INSTRUCTIONS TO FOLLOW: Restate each record word for word, omitting whatever pictures it holds.

○ ○ ○ ○ ○

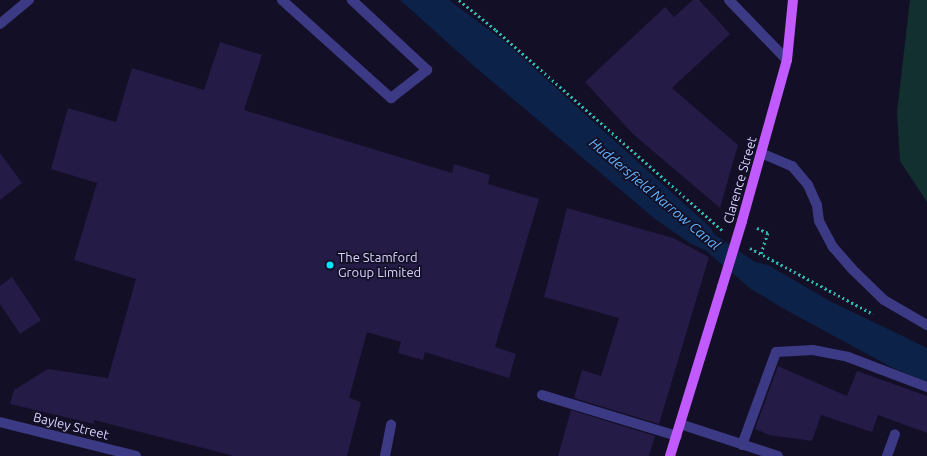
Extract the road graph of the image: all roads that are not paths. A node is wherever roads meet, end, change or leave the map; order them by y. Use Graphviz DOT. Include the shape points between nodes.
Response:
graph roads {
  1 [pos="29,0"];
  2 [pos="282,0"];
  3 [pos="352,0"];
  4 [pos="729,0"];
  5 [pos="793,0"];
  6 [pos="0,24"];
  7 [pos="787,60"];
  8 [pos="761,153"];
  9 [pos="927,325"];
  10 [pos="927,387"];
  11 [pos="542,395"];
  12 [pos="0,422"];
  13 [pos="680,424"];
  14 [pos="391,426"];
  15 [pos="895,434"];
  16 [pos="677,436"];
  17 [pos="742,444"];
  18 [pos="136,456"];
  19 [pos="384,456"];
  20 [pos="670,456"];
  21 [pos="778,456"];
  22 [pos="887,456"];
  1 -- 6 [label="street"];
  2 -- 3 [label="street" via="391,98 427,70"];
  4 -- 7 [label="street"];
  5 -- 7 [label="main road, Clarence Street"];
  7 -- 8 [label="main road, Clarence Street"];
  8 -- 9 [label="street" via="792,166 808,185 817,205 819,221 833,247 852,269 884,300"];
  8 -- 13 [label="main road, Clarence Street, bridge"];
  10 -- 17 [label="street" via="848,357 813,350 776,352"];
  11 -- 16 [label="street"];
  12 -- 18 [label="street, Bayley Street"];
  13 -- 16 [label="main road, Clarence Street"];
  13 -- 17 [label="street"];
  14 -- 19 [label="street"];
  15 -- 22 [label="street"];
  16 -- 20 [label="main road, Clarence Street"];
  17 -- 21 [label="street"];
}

○ ○ ○ ○ ○

SOLUTION:
Extract the road graph of the image: all roads that are not paths. A node is wherever roads meet, end, change or leave the map; order them by y. Use Graphviz DOT. Include the shape points between nodes.
Response:
graph roads {
  1 [pos="29,0"];
  2 [pos="282,0"];
  3 [pos="352,0"];
  4 [pos="729,0"];
  5 [pos="793,0"];
  6 [pos="0,24"];
  7 [pos="787,60"];
  8 [pos="761,153"];
  9 [pos="927,325"];
  10 [pos="927,387"];
  11 [pos="542,395"];
  12 [pos="0,422"];
  13 [pos="680,424"];
  14 [pos="391,426"];
  15 [pos="895,434"];
  16 [pos="677,436"];
  17 [pos="742,444"];
  18 [pos="136,456"];
  19 [pos="384,456"];
  20 [pos="670,456"];
  21 [pos="778,456"];
  22 [pos="887,456"];
  1 -- 6 [label="street"];
  2 -- 3 [label="street" via="391,98 427,70"];
  4 -- 7 [label="street"];
  5 -- 7 [label="main road, Clarence Street"];
  7 -- 8 [label="main road, Clarence Street"];
  8 -- 9 [label="street" via="792,166 808,185 817,205 819,221 833,247 852,269 884,300"];
  8 -- 13 [label="main road, Clarence Street, bridge"];
  10 -- 17 [label="street" via="848,357 813,350 776,352"];
  11 -- 16 [label="street"];
  12 -- 18 [label="street, Bayley Street"];
  13 -- 16 [label="main road, Clarence Street"];
  13 -- 17 [label="street"];
  14 -- 19 [label="street"];
  15 -- 22 [label="street"];
  16 -- 20 [label="main road, Clarence Street"];
  17 -- 21 [label="street"];
}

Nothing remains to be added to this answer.